From: Vlastimil Babka <vbabka@suse.cz>
To: Linus Torvalds <torvalds@linux-foundation.org>,
Shakeel Butt <shakeelb@google.com>
Cc: Roman Gushchin <roman.gushchin@linux.dev>,
Josh Poimboeuf <jpoimboe@kernel.org>,
Jeff Layton <jlayton@kernel.org>,
Chuck Lever <chuck.lever@oracle.com>,
Johannes Weiner <hannes@cmpxchg.org>,
Michal Hocko <mhocko@kernel.org>,
linux-kernel@vger.kernel.org, Jens Axboe <axboe@kernel.dk>,
Tejun Heo <tj@kernel.org>,
Vasily Averin <vasily.averin@linux.dev>,
Michal Koutny <mkoutny@suse.com>,
Waiman Long <longman@redhat.com>,
Muchun Song <muchun.song@linux.dev>,
Jiri Kosina <jikos@kernel.org>,
cgroups@vger.kernel.org, linux-mm@kvack.org,
Howard McLauchlan <hmclauchlan@fb.com>, bpf <bpf@vger.kernel.org>,
Jens Axboe <axboe@kernel.dk>
Subject: Re: [PATCH RFC 1/4] fs/locks: Fix file lock cache accounting, again
Date: Fri, 26 Jan 2024 10:50:44 +0100 [thread overview]
Message-ID: <6d5bb852-8703-4abf-a52b-90816bccbd7f@suse.cz> (raw)
In-Reply-To: <CAHk-=whYOOdM7jWy5jdrAm8LxcgCMFyk2bt8fYYvZzM4U-zAQA@mail.gmail.com>
On 1/22/24 06:10, Linus Torvalds wrote:
> On Wed, 17 Jan 2024 at 14:56, Shakeel Butt <shakeelb@google.com> wrote:
>> >
>> > So I don't see how we can make it really cheap (say, less than 5% overhead)
>> > without caching pre-accounted objects.
>>
>> Maybe this is what we want. Now we are down to just SLUB, maybe such
>> caching of pre-accounted objects can be in SLUB layer and we can
>> decide to keep this caching per-kmem-cache opt-in or always on.
>
> So it turns out that we have another case of SLAB_ACCOUNT being quite
> a big expense, and it's actually the normal - but failed - open() or
> execve() case.
>
> See the thread at
>
> https://lore.kernel.org/all/CAHk-=whw936qzDLBQdUz-He5WK_0fRSWwKAjtbVsMGfX70Nf_Q@mail.gmail.com/
>
> and to see the effect in profiles, you can use this EXTREMELY stupid
> test program:
>
> #include <fcntl.h>
>
> int main(int argc, char **argv)
> {
> for (int i = 0; i < 10000000; i++)
> open("nonexistent", O_RDONLY);
> }
This reminded me I can see should_failslab() in the profiles (1.43% plus the
overhead in its caller) even if it does nothing at all, and it's completely
unconditional since commit 4f6923fbb352 ("mm: make should_failslab always
available for fault injection").
We discussed it briefly when Jens tried to change it in [1] to depend on
CONFIG_FAILSLAB again.

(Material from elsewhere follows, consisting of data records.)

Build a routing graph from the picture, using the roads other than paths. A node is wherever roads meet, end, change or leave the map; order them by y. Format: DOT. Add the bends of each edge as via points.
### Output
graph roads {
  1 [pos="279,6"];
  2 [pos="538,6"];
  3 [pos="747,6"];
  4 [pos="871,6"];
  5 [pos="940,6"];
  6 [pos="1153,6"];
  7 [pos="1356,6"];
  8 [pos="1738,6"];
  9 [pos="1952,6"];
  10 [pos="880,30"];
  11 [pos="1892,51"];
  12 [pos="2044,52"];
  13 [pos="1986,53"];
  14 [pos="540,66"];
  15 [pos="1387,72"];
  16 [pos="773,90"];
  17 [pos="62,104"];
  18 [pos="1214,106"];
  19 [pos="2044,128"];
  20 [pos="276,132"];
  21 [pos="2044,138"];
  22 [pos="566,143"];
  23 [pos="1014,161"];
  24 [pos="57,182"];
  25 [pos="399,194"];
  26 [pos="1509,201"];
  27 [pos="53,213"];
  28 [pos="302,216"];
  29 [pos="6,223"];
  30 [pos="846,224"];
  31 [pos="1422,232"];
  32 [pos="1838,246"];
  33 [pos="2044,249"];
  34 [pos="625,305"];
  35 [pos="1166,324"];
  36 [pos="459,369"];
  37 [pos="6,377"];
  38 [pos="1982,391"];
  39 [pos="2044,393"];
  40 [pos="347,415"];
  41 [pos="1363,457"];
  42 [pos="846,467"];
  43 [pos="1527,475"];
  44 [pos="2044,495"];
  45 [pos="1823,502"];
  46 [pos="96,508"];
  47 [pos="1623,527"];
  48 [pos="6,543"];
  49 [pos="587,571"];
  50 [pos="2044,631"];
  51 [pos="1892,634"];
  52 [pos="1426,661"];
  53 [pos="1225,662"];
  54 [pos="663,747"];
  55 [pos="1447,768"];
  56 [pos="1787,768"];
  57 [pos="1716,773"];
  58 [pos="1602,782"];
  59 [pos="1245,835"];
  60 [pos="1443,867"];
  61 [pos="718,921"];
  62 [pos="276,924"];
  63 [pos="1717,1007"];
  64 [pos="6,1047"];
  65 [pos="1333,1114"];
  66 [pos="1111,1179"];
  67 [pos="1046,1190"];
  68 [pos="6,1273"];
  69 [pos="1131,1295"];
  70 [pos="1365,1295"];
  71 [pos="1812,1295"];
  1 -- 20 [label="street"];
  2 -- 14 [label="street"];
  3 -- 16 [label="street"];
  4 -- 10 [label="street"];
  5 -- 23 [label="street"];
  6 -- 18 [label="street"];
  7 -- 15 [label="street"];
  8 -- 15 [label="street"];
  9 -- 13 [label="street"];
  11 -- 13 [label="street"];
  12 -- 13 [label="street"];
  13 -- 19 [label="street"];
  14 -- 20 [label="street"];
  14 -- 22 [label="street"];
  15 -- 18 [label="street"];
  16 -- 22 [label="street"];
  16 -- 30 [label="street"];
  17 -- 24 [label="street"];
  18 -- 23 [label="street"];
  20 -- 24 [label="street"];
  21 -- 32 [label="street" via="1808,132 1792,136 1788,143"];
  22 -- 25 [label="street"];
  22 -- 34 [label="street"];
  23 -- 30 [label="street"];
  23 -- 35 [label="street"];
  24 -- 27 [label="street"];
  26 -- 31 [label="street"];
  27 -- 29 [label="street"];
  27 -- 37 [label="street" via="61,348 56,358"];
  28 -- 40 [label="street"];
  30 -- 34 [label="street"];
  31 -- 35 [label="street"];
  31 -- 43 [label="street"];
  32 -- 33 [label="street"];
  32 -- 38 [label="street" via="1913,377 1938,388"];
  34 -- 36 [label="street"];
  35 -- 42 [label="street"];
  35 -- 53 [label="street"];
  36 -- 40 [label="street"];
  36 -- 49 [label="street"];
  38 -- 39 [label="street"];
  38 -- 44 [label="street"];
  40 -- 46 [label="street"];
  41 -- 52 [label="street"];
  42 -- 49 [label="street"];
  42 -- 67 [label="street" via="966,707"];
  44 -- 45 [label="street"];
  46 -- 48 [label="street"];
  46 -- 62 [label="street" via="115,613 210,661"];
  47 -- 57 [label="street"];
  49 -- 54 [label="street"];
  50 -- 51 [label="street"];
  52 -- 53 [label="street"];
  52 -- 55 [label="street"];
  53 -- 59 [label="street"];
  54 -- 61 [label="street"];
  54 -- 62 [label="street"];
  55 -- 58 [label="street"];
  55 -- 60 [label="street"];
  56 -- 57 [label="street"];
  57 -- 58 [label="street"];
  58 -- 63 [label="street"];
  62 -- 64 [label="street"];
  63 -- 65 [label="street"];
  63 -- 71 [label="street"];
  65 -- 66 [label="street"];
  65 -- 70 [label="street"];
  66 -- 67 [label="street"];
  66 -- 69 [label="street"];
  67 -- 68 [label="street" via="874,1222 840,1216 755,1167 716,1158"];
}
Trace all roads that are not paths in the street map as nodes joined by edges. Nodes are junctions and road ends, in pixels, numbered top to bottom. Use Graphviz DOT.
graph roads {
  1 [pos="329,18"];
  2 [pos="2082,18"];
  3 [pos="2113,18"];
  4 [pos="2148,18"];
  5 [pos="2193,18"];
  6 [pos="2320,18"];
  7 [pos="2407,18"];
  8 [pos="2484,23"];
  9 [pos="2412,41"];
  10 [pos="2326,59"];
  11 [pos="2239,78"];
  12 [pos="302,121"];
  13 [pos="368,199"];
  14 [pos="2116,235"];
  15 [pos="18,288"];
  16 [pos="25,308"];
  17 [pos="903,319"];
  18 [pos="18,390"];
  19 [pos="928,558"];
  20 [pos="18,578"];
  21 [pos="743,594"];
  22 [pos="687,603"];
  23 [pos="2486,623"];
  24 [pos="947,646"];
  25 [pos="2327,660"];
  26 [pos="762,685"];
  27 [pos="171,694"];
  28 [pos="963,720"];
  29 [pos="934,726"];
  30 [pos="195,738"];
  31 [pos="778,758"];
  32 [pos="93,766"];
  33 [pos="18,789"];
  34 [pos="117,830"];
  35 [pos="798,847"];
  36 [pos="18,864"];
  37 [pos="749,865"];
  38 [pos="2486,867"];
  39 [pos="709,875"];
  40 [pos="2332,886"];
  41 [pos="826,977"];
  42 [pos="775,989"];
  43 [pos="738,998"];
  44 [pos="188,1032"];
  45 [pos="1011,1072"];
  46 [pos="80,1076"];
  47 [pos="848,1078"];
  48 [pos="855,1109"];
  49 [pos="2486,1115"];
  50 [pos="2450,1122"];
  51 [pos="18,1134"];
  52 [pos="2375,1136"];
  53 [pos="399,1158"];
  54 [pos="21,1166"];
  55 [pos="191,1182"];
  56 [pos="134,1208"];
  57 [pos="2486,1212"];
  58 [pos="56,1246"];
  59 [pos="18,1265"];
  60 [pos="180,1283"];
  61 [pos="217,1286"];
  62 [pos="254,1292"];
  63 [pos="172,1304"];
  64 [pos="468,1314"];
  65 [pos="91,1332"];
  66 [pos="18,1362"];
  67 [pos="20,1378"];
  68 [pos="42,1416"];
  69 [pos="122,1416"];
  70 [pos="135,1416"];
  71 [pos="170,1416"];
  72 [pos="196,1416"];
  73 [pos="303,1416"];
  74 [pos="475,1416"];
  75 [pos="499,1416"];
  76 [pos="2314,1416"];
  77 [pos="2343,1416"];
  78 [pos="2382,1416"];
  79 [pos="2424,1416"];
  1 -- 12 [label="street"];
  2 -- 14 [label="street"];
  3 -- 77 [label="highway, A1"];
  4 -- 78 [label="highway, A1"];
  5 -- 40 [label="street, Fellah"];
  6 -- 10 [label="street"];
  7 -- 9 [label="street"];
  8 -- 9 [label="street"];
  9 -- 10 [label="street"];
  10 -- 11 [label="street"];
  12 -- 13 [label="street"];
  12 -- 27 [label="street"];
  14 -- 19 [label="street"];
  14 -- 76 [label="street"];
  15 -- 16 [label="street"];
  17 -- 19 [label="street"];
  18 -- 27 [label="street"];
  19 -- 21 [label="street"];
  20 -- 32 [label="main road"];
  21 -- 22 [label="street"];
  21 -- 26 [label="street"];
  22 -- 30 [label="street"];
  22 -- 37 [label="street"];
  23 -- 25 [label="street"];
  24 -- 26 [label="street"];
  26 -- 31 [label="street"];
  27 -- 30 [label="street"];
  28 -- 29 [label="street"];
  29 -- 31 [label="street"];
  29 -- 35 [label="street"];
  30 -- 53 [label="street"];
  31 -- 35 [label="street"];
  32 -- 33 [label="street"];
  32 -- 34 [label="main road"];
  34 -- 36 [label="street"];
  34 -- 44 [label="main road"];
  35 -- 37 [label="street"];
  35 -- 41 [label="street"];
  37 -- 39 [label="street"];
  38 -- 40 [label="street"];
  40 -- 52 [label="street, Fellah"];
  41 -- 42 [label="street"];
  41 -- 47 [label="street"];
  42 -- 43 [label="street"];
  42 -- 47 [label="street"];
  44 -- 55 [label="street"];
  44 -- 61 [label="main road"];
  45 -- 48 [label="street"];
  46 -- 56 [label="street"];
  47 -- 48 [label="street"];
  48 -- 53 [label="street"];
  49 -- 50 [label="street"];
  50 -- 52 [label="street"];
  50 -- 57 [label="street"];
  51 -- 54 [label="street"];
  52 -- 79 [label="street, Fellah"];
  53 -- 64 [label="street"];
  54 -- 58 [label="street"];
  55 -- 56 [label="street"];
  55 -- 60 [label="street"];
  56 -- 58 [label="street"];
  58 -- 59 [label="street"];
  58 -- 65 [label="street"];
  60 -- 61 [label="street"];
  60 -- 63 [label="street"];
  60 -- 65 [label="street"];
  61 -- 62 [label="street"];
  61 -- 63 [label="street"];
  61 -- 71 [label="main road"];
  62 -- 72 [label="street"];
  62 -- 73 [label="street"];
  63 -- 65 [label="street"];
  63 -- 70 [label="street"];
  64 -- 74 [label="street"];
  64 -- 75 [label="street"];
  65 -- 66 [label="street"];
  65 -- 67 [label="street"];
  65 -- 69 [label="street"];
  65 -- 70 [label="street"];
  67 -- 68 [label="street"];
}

But now I think it should be even possible to leave
it always available, but behind a static key. BPF or whoever else uses these
error injection hooks would have to track how many users of them are active
and manage the static key accordingly. Then it could be always available,
but have no overhead when there's no active user? Other similars hooks could
benefit from such an approach too?
[1]
https://lore.kernel.org/all/e01e5e40-692a-519c-4cba-e3331f173c82@kernel.dk/#t
> where the point of course is that the "nonexistent" pathname doesn't
> actually exist (so don't create a file called that for the test).
>
> What happens is that open() allocates a 'struct file *' early from the
> filp kmem_cache, which has SLAB_ACCOUNT set. So we'll do accounting
> for it, failt the pathname open, and free it again, which uncharges
> the accounting.
>
> Now, in this case, I actually have a suggestion: could we please just
> make SLAB_ACCOUNT be something that we do *after* the allocation, kind
> of the same way the zeroing works?
>
> IOW, I'd love to get rid of slab_pre_alloc_hook() entirely, and make
> slab_post_alloc_hook() do all the "charge the memcg if required".
>
> Obviously that means that now a failure to charge the memcg would have
> to then de-allocate things, but that's an uncommon path and would be
> marked unlikely and not be in the hot path at all.
>
> Now, the reason I would prefer that is that the *second* step would be to
>
> (a) expose a "kmem_cache_charge()" function that takes a
> *non*-accounted slab allocation, and turns it into an accounted one
> (and obviously this is why you want to do everything in the post-alloc
> hook: just try to share this code)
>
> (b) remote the SLAB_ACCOUNT from the filp_cachep, making all file
> allocations start out unaccounted.
>
> (c) when we have *actually* looked up the pathname and open the file
> successfully, at *that* point we'd do a
>
> error = kmem_cache_charge(filp_cachep, file);
>
> in do_dentry_open() to turn the unaccounted file pointer into an
> accounted one (and if that fails, we do the cleanup and free it, of
> course, exactly like we do when file_get_write_access() fails)
>
> which means that now the failure case doesn't unnecessarily charge the
> allocation that never ends up being finalized.
>
> NOTE! I think this would clean up mm/slub.c too, simply because it
> would get rid of that memcg_slab_pre_alloc_hook() entirely, and get
> rid of the need to carry the "struct obj_cgroup **objcgp" pointer
> along until the post-alloc hook: everything would be done post-alloc.
>
> The actual kmem_cache_free() code already deals with "this slab hasn't
> been accounted" because it obviously has to deal with allocations that
> were done without __GFP_ACCOUNT anyway. So there's no change needed on
> the freeing path, it already has to handle this all gracefully.
>
> I may be missing something, but it would seem to have very little
> downside, and fix a case that actually is visible right now.
>
> Linus
next prev parent reply other threads:[~2024-01-26 9:50 UTC|newest]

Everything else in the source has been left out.